%%
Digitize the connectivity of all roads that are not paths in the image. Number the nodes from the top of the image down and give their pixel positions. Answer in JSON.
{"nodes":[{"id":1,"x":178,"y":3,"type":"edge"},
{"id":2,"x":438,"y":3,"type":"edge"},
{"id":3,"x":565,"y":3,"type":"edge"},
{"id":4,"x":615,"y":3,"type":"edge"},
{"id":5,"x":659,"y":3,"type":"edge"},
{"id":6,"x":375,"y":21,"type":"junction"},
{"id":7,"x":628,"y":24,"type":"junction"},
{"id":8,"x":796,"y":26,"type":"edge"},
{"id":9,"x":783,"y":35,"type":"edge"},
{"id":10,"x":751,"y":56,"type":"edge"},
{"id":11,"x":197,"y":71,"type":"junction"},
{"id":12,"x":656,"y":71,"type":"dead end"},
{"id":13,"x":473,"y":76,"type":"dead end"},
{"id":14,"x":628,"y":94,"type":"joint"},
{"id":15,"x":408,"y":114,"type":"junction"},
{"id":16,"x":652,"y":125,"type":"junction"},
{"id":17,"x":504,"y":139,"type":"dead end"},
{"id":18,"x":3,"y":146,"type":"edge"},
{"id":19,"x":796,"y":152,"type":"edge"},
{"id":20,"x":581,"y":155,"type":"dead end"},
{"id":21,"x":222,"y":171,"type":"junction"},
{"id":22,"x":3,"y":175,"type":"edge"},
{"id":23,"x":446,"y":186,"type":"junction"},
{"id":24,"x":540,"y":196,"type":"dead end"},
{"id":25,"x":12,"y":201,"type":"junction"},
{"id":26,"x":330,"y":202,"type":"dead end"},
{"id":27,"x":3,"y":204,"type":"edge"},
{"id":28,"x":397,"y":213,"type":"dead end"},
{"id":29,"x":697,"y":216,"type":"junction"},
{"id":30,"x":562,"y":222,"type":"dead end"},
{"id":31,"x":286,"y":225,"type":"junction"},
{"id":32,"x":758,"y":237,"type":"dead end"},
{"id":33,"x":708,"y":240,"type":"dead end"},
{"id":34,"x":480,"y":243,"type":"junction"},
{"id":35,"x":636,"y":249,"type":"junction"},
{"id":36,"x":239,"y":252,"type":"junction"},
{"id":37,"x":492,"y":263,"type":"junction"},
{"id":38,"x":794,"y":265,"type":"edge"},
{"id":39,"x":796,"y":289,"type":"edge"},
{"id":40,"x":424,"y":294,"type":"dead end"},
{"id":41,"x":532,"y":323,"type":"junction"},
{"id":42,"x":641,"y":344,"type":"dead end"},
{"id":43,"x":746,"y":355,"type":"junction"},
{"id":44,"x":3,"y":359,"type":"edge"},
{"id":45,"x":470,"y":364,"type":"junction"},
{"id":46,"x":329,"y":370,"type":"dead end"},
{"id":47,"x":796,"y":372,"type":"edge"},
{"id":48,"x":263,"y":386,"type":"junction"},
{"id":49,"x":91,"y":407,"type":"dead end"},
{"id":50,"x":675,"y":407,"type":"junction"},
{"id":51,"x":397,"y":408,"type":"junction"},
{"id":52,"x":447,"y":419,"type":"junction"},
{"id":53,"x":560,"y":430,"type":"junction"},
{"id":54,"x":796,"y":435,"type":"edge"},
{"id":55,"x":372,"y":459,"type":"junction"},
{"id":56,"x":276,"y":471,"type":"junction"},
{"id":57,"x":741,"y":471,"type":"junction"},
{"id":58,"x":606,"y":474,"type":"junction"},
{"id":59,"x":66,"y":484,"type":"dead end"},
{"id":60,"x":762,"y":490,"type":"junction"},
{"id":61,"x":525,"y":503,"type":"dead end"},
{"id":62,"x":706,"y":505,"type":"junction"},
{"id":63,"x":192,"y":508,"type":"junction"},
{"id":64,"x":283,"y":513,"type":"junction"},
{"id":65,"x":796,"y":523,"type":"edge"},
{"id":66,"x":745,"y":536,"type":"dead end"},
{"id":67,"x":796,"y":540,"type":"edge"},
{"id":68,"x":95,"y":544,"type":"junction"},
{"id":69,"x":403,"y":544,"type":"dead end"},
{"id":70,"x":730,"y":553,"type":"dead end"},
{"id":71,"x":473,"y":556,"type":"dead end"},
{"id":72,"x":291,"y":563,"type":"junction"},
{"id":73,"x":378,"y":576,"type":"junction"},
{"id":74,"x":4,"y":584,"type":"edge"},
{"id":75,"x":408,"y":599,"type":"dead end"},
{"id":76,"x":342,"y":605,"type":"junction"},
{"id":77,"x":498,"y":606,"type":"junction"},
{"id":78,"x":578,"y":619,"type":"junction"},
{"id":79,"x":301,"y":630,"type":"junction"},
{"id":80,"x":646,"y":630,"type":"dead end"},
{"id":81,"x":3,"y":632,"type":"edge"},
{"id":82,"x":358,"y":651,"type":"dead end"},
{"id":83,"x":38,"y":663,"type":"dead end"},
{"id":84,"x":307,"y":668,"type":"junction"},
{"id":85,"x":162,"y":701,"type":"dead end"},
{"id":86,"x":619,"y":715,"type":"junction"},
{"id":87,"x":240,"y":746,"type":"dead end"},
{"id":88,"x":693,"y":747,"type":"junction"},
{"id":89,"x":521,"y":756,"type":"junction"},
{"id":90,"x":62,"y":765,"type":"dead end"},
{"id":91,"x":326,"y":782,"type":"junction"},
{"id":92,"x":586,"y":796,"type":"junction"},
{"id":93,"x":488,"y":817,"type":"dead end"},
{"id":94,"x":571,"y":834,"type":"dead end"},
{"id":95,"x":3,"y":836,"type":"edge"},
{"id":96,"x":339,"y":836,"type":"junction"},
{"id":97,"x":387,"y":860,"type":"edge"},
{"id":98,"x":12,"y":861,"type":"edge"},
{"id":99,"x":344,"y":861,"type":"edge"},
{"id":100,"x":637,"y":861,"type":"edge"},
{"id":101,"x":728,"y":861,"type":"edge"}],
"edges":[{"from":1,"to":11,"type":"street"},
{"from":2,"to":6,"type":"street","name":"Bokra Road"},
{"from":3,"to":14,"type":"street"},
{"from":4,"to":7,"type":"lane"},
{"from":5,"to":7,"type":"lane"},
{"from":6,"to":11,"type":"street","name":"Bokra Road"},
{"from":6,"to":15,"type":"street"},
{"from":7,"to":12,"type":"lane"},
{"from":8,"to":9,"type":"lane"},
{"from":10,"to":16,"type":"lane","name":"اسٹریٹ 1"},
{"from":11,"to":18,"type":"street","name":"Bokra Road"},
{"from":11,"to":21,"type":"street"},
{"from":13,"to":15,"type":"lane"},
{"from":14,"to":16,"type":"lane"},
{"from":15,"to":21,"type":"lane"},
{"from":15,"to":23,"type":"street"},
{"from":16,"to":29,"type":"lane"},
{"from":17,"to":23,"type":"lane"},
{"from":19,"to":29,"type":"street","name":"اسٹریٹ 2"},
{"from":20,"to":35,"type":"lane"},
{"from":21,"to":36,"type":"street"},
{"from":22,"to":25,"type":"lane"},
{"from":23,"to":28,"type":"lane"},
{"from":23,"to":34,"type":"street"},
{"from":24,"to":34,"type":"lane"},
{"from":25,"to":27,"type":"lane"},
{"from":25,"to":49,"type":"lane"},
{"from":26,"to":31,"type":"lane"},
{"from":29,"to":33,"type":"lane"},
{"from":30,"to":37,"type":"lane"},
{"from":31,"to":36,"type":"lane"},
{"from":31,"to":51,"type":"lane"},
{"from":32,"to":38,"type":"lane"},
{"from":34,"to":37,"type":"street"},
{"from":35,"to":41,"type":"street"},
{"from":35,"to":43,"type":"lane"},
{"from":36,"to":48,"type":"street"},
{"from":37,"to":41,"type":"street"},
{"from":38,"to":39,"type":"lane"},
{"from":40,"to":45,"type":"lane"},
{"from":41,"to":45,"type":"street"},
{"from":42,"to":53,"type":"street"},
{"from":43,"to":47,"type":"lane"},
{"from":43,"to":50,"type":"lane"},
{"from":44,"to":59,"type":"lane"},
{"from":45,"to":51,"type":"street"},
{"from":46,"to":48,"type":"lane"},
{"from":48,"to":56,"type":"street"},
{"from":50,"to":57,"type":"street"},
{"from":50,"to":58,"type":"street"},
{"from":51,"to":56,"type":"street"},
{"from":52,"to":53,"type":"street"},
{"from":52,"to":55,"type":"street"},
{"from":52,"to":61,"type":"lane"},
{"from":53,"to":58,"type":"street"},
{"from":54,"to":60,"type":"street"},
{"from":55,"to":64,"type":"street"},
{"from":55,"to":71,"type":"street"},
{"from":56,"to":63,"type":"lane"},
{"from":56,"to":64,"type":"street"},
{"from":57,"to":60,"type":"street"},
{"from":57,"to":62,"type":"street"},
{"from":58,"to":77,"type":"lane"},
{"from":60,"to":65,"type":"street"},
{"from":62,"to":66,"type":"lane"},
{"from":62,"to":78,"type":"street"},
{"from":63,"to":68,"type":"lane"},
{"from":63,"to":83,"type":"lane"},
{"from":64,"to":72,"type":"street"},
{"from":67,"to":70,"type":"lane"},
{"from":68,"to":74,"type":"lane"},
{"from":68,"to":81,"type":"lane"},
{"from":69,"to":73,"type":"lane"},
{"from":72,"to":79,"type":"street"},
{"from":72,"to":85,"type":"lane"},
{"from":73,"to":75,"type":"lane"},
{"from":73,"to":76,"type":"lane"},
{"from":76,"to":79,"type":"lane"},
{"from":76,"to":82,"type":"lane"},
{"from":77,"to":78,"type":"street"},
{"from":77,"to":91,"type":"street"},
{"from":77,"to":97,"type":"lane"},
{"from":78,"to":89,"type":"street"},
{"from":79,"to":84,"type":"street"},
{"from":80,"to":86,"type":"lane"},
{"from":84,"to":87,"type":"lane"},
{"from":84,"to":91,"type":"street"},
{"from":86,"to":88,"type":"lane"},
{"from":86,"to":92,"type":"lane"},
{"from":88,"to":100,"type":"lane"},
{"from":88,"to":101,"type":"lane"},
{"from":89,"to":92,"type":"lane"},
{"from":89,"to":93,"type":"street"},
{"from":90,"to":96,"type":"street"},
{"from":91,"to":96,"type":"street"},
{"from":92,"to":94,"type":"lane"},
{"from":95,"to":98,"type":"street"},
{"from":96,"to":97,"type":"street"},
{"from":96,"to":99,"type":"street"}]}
%%
TO DO: All lines in the entries above that include "اسٹریٹ" should be found and copied.

FINISHED TASK:
{"from":10,"to":16,"type":"lane","name":"اسٹریٹ 1"},
{"from":19,"to":29,"type":"street","name":"اسٹریٹ 2"},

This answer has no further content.